En cuanto prepararon a mi padre, Beler y cuatro hombres más lo subieron a un caballo y nos acompañaron hasta Minas Tirith. Cabalgamos a toda prisa, dejando al resto en el poblado en ruinas apilando cadáveres de orco. Tardamos la mitad de tiempo en volver a casa de lo que nos llevo llegar al lugar de la batalla. Aunque llegamos de día, aguardamos a la noche para entrar sin ser vistos por demasiada gente. Yo seguía llevando la esfera, aunque Beler me aconsejó que la mantuviera escondida y la protegiera si algo pasara.
Al fin llegamos a mi casa.
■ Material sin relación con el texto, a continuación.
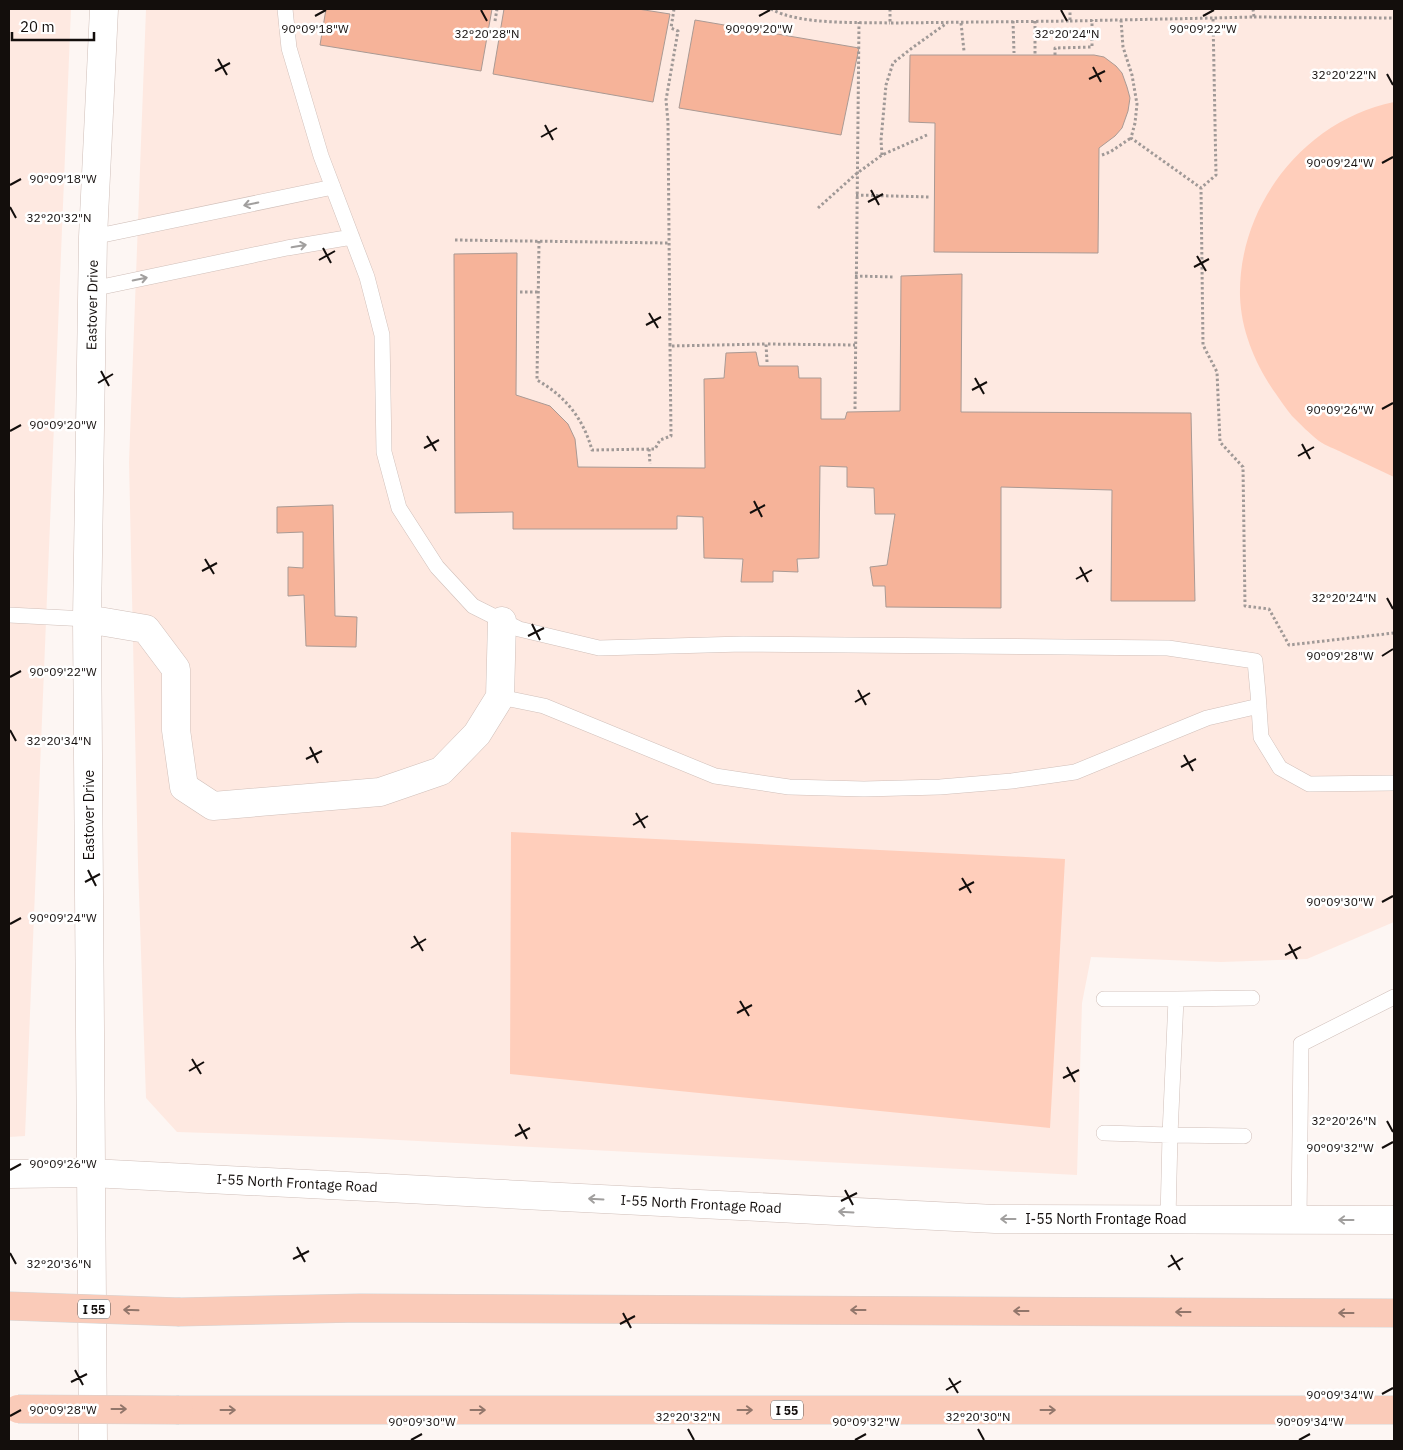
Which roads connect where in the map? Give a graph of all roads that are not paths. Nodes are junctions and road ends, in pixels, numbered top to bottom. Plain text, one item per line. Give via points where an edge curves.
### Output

Mi madre salió a recibirnos entre lloros. Beler ayudo a mi padre a tumbarse en la cama y antes que nada le susurro a mi madre algo al oído. Mi madre se giró hacia mi y me pidió la esfera. La cogió, la observó durante un instante y enseguida la envolvió en un trozo de tela y la escondió en un arcón bajo llave. No sabia nada de lo que ocurría, ni porque mi padre era mas vital que nadie como para mantenerle la vida, ni porque todos susurraban sobre mi, ni sus caras desencajadas ni porque tanto misterio por la esfera. No sabia que yo, un montaraz de 11 años había encontrado la palantir perdida de Osgiliath después de más de 500 años.